American Depository Receipts (ADR)

An ADR is a receipt that has a number of foreign shares remaining on deposit with the U.S. depository’s custodian in the issuer’s home market. The bank is a transfer agent for the ADRs that are traded in the United States exchanges or in the OTC market.

ADRs offer various investment advantages. These advantages include −

●      ADRs are denominated in dollars, trade on a US stock exchange, and can be purchased through the investor’s regular broker. This is easier than purchasing and trading in US stocks by entering the US exchanges.

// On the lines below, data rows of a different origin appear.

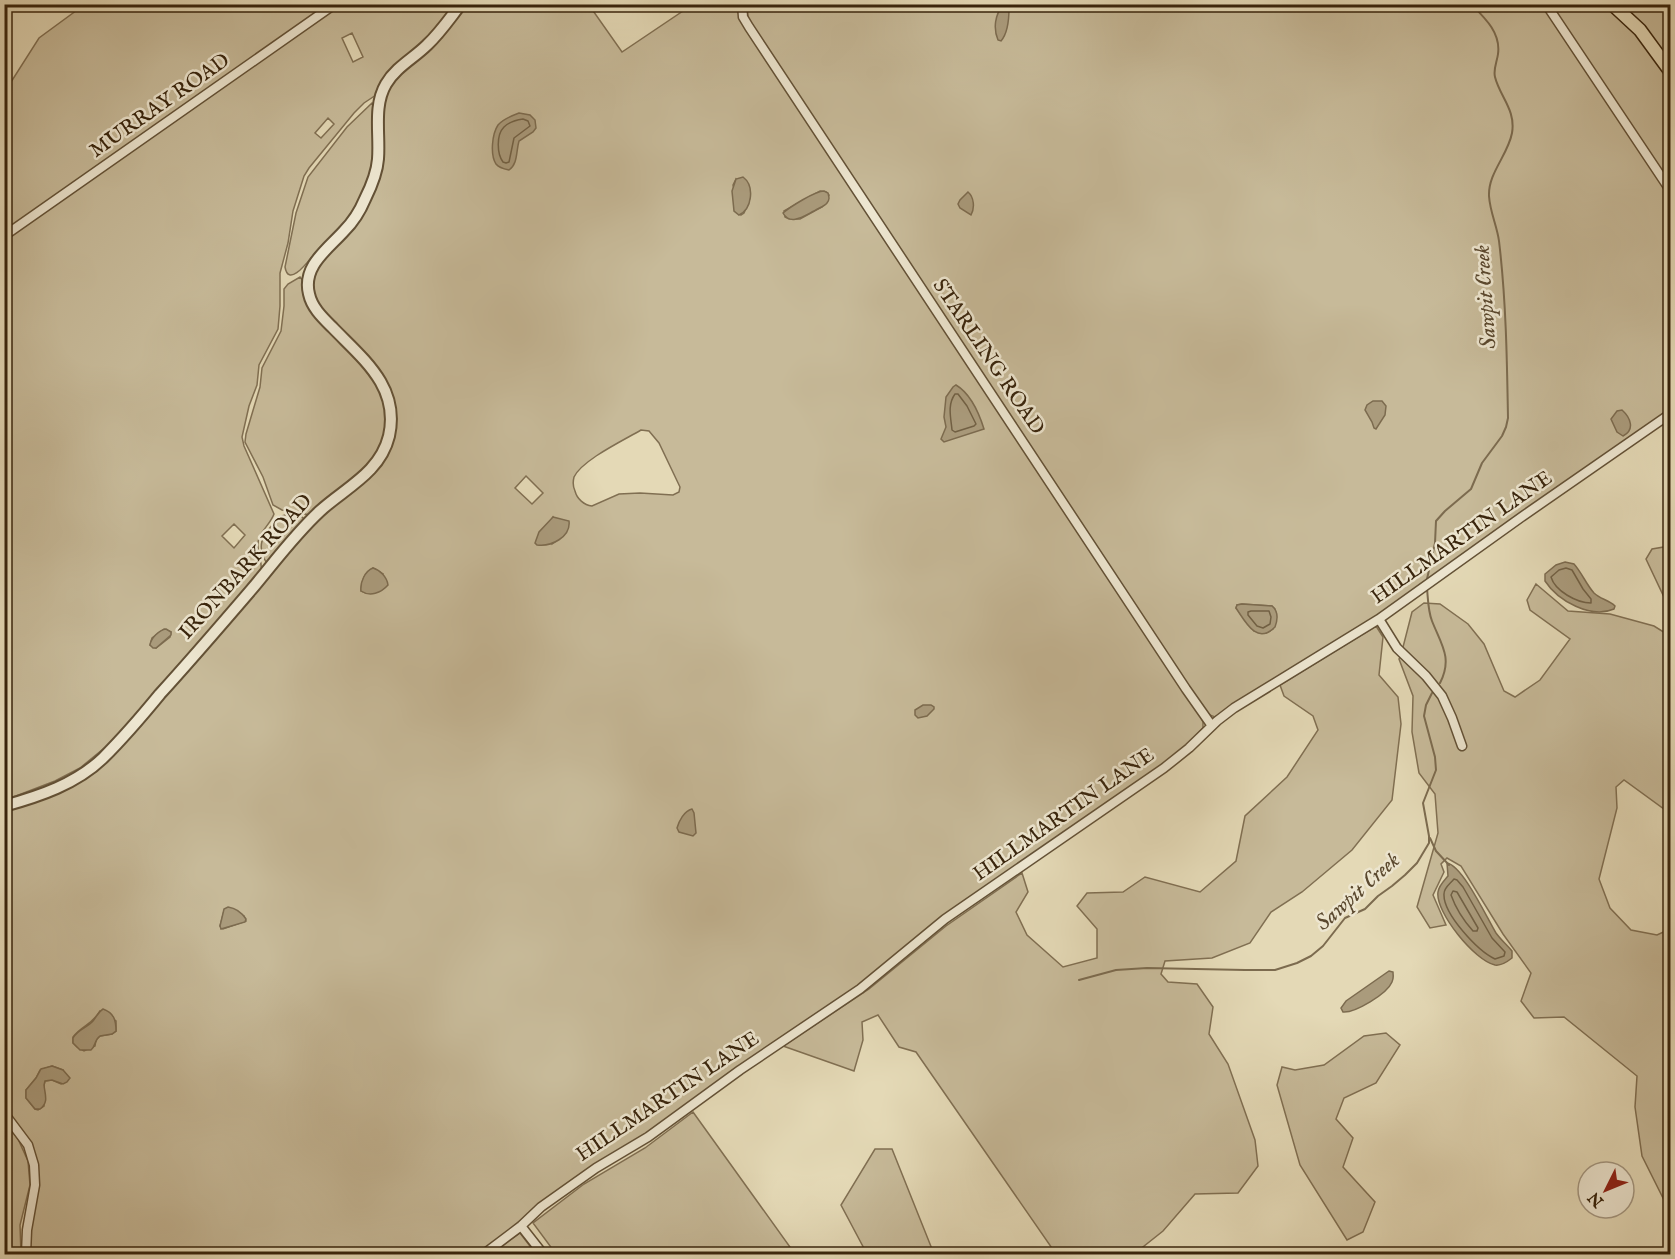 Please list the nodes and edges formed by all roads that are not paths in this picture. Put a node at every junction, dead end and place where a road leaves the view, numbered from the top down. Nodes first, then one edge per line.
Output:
1 (335, 4) edge
2 (461, 4) edge
3 (742, 4) edge
4 (1546, 4) edge
5 (1612, 4) edge
6 (1671, 71) edge
7 (1671, 190) edge
8 (4, 236) edge
9 (1671, 414) edge
10 (1379, 619) junction
11 (1212, 726) junction
12 (1462, 747) dead end
13 (4, 806) edge
14 (4, 1113) edge
15 (521, 1226) junction
16 (26, 1254) edge
17 (484, 1254) edge
18 (543, 1254) edge

1 - 8 street, MURRAY ROAD
2 - 13 street, IRONBARK ROAD
3 - 11 street, STARLING ROAD
4 - 7 street
5 - 6 main road
9 - 10 street, HILLMARTIN LANE
10 - 11 street, HILLMARTIN LANE
10 - 12 street
11 - 15 street, HILLMARTIN LANE
14 - 16 street
15 - 17 street, HILLMARTIN LANE
15 - 18 street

●      Dividends received on the shares are issued in dollars by the custodian and paid to the ADR investor, and a currency conversion is not required.

●      ADR trades clear in three business days as do U.S. equities, whereas settlement of underlying stocks vary in other countries.

●      ADR price quotes are in U.S. dollars.

●      ADRs are registered securities and they offer protection of ownership rights. Most other underlying stocks are bearer securities.

●      An ADR can be sold by trading the ADR to another investor in the US stock market, and shares can also be sold in the local stock market.

●      ADRs frequently represent a set of underlying shares. This allows the ADR to trade in a price range meant for US investors.

●      ADR owners can provide instructions to the depository bank to vote the rights.

There are two types of ADRs: sponsored and unsponsored.

●      Sponsored ADRs are created by a bank after a request of the foreign company. The sponsoring bank offers lots of services, including investment information and the annual report translation. Sponsored ADRs are listed on the US stock markets. New ADR issues must be sponsored.

●      Unsponsored ADRs are generally created on request of US investment banking firms without any direct participation of the foreign issuing firm.